▸ WHAT YOU NEED TO DO
Which of the lines in the data below contain the string "graph"? Copy each of them.

++++ EXERCISE INPUTS ++++

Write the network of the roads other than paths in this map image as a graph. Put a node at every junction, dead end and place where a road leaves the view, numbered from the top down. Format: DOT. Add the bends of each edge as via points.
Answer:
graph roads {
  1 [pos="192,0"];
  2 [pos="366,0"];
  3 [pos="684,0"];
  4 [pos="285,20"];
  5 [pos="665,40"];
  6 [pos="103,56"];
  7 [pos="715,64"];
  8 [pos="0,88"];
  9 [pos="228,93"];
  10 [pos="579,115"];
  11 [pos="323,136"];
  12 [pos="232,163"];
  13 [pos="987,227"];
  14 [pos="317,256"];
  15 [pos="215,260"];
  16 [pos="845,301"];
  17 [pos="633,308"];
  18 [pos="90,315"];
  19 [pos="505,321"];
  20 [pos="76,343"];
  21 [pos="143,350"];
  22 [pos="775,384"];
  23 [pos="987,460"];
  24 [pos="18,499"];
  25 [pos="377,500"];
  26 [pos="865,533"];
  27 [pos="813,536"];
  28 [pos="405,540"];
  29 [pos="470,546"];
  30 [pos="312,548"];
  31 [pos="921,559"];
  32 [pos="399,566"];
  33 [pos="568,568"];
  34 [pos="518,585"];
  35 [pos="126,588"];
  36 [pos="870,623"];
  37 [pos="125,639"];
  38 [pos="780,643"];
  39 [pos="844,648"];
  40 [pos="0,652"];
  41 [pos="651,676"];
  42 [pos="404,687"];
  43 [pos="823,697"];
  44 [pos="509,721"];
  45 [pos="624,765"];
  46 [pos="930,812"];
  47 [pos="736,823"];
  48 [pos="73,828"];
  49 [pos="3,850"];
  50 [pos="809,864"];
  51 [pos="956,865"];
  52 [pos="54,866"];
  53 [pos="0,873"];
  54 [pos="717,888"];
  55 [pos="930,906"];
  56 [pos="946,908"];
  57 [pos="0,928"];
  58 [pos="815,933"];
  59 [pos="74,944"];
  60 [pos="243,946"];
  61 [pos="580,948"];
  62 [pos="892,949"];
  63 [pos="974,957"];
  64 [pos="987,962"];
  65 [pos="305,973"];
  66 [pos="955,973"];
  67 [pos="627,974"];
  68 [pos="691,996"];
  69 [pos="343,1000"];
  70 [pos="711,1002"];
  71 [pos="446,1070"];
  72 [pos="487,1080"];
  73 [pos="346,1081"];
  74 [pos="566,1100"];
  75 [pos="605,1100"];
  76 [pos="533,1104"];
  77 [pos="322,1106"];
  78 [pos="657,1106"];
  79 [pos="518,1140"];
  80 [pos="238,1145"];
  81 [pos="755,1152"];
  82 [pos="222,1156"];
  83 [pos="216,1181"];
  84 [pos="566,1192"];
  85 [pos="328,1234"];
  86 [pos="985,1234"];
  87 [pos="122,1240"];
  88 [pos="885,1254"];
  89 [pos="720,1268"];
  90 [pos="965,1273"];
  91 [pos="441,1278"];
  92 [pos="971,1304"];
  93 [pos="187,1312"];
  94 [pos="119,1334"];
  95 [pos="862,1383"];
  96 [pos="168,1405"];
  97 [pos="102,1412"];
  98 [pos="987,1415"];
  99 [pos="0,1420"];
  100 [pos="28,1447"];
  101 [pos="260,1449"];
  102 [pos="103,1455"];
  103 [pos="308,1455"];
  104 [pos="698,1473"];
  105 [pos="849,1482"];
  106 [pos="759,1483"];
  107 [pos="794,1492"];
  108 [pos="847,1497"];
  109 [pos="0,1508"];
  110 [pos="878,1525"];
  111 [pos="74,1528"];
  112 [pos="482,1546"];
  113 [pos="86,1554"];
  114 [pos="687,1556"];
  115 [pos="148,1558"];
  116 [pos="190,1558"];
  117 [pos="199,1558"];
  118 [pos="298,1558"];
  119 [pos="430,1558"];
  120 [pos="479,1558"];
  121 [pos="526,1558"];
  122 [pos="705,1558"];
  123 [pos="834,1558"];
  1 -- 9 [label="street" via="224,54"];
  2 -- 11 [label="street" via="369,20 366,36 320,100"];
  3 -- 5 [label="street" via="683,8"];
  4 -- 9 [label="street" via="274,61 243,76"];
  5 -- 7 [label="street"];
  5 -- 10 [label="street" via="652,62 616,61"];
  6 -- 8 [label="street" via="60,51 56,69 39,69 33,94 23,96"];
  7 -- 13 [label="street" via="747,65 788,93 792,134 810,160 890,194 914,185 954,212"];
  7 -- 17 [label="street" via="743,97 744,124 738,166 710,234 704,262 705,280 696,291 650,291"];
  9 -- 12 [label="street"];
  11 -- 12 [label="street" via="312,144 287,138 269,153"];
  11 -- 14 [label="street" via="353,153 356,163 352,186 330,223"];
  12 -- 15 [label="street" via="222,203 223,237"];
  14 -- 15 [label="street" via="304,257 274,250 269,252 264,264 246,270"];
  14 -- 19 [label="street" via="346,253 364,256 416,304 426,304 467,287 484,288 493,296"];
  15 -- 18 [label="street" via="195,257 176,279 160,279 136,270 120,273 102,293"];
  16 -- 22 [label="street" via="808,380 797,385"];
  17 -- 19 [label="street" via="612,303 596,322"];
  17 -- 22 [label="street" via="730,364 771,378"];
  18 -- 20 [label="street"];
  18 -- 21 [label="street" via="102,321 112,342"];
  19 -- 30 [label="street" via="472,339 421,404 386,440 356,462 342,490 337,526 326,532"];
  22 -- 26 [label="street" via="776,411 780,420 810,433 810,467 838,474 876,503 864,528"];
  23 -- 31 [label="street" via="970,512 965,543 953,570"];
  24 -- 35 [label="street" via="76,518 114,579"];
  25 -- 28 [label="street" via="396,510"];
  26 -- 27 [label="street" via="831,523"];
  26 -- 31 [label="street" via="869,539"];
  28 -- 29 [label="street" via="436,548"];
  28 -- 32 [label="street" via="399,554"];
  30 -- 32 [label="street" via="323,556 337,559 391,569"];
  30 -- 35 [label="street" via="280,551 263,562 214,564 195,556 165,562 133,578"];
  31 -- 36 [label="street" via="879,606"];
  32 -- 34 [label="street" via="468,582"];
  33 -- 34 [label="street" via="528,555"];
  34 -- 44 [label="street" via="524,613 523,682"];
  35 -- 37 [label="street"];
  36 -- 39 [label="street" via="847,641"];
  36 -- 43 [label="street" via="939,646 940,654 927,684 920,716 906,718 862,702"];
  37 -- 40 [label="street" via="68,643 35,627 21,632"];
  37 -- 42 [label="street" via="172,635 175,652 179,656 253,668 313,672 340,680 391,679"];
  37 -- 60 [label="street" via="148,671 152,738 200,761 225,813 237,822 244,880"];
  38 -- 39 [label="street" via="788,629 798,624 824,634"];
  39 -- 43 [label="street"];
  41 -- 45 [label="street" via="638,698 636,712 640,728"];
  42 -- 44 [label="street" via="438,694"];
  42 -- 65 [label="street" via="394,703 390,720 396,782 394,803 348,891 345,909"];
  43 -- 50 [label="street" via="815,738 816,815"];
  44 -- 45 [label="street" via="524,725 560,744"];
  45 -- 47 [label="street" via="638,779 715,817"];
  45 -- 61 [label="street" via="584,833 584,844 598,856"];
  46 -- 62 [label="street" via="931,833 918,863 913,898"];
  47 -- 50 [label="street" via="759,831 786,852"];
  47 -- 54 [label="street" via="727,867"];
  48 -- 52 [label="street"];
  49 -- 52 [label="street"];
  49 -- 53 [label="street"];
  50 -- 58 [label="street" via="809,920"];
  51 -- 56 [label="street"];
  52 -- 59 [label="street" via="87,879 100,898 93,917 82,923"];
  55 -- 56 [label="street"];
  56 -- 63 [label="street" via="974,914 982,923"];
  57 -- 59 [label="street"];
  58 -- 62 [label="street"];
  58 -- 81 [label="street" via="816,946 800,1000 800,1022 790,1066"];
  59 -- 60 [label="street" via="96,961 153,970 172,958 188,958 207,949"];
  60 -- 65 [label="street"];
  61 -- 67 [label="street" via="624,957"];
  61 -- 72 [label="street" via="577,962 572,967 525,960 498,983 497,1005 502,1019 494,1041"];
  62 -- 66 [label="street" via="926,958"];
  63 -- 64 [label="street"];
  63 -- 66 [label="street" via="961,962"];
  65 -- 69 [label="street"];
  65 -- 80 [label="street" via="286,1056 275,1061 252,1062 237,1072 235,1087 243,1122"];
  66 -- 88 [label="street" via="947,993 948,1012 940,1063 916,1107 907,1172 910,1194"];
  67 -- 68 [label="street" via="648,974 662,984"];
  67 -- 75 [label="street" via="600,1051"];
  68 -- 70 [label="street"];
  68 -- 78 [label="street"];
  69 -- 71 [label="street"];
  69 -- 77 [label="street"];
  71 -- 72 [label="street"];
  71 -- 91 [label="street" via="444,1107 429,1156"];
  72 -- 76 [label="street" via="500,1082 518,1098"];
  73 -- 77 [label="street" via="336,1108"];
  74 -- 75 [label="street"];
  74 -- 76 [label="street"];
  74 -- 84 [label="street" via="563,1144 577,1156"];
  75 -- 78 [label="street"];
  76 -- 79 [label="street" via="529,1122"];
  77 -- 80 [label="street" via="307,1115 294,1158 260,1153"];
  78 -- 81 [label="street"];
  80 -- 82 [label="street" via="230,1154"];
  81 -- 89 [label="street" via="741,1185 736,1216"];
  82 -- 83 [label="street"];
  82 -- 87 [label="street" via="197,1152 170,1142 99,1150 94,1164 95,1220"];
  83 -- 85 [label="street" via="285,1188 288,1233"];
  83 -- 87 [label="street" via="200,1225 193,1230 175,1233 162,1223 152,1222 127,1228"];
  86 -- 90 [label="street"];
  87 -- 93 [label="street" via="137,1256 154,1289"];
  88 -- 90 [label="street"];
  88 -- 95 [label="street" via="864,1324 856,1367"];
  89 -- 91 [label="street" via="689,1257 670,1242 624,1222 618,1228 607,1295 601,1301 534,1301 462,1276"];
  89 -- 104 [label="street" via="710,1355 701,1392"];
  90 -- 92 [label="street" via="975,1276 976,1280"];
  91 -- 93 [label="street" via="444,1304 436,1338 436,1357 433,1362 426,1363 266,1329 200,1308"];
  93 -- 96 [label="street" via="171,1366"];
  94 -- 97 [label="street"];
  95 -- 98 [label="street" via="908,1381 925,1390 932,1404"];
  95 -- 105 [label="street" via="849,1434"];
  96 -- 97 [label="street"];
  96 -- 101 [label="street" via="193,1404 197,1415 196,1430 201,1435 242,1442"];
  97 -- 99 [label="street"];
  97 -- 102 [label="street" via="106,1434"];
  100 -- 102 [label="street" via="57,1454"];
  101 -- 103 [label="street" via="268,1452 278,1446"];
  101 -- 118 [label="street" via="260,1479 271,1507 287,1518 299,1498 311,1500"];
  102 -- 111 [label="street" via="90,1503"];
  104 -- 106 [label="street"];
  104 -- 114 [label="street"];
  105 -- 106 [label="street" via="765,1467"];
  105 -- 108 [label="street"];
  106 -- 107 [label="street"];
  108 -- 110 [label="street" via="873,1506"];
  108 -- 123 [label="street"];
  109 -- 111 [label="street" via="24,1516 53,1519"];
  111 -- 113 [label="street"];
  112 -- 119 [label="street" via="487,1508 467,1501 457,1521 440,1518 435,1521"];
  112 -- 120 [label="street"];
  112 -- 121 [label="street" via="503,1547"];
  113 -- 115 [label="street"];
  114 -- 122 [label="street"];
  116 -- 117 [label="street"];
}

++++

▸ WRITTEN SOLUTION
Write the network of the roads other than paths in this map image as a graph. Put a node at every junction, dead end and place where a road leaves the view, numbered from the top down. Format: DOT. Add the bends of each edge as via points.
graph roads {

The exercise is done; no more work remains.